Required action: Write out exactly, and only, the lines from the one containing "middle dip: (1157, 935)" through the last line of the listing below.

════════════════════

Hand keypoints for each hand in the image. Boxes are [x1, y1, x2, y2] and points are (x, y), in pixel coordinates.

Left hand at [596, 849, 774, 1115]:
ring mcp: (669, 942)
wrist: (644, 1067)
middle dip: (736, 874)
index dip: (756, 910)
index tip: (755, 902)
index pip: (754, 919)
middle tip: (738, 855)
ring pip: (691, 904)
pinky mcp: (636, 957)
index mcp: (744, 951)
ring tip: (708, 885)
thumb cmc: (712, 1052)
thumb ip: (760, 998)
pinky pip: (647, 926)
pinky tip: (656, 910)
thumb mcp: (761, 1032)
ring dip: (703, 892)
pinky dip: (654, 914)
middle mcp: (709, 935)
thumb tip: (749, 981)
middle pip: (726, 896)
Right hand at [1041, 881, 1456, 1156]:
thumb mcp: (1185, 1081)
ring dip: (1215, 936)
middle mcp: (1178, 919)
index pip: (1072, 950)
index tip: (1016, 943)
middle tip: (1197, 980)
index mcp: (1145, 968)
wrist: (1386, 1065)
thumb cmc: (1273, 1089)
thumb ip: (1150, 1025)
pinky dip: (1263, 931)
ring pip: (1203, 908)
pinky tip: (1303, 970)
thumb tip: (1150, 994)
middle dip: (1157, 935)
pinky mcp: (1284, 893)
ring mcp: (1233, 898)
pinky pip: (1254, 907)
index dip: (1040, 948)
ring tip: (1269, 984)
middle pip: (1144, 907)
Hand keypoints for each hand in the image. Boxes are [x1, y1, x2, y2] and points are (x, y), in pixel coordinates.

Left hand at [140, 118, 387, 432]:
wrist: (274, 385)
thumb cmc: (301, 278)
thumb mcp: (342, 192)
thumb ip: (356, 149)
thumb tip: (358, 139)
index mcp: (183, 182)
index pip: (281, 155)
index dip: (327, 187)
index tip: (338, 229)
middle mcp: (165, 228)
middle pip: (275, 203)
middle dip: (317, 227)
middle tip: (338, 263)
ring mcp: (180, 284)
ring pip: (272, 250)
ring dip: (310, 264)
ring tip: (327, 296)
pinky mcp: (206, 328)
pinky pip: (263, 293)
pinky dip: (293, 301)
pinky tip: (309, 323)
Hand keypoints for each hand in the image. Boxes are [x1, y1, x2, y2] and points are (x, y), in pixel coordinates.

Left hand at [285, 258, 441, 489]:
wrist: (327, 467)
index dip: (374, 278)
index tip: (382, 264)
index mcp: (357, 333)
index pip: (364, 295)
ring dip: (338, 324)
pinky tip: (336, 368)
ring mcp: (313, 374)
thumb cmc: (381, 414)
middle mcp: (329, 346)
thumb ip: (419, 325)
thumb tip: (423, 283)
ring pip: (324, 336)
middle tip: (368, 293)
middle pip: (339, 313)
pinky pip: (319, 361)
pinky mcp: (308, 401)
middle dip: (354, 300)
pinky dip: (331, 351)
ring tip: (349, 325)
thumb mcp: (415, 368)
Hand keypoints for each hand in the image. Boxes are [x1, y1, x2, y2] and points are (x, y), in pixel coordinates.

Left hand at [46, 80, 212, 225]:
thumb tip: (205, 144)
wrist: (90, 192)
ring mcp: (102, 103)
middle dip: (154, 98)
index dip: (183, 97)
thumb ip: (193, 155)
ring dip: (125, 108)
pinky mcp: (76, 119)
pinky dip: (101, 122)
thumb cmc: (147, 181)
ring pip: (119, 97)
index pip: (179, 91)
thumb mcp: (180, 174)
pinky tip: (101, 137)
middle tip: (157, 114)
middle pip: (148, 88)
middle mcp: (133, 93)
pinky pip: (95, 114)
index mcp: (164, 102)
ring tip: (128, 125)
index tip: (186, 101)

════════════════════

Your response:
middle dip: (1157, 935)
pinky mcp: (1284, 893)
ring mcp: (1233, 898)
pinky pip: (1254, 907)
index dip: (1040, 948)
ring tip: (1269, 984)
middle pip: (1144, 907)
Hand keypoints for each hand in the image. Boxes are [x1, y1, x2, y2] and points are (x, y), in pixel coordinates.

Left hand at [140, 118, 387, 432]:
wrist: (274, 385)
thumb cmc: (301, 278)
thumb mcp: (342, 192)
thumb ip: (356, 149)
thumb tip: (358, 139)
index mcp: (183, 182)
index pip: (281, 155)
index dip: (327, 187)
index tip: (338, 229)
middle mcp: (165, 228)
middle pip: (275, 203)
middle dip: (317, 227)
middle tip: (338, 263)
ring mcp: (180, 284)
ring pip: (272, 250)
ring dip: (310, 264)
ring tip: (327, 296)
pinky mcp: (206, 328)
pinky pip: (263, 293)
pinky dip: (293, 301)
pinky tip: (309, 323)
Hand keypoints for each hand in the image. Boxes are [x1, y1, x2, y2] and points are (x, y), in pixel coordinates.

Left hand at [285, 258, 441, 489]:
wrist: (327, 467)
index dip: (374, 278)
index tip: (382, 264)
index mcp: (357, 333)
index pip: (364, 295)
ring dip: (338, 324)
pinky tip: (336, 368)
ring mcp: (313, 374)
thumb cmc: (381, 414)
middle mcp: (329, 346)
thumb ip: (419, 325)
thumb tip: (423, 283)
ring pip: (324, 336)
middle tip: (368, 293)
middle pip: (339, 313)
pinky pip: (319, 361)
pinky mcp: (308, 401)
middle dip: (354, 300)
pinky dip: (331, 351)
ring tip: (349, 325)
thumb mcp: (415, 368)
Hand keypoints for each hand in the image. Boxes are [x1, y1, x2, y2] and points are (x, y), in pixel coordinates.

Left hand at [46, 80, 212, 225]:
thumb tip: (205, 144)
wrist: (90, 192)
ring mcp: (102, 103)
middle dip: (154, 98)
index dip: (183, 97)
thumb ip: (193, 155)
ring dip: (125, 108)
pinky mcp: (76, 119)
pinky dip: (101, 122)
thumb cmc: (147, 181)
ring pip: (119, 97)
index pip: (179, 91)
thumb mcp: (180, 174)
pinky tip: (101, 137)
middle tip: (157, 114)
middle pip: (148, 88)
middle mcp: (133, 93)
pinky pip: (95, 114)
index mcp: (164, 102)
ring tip: (128, 125)
index tip: (186, 101)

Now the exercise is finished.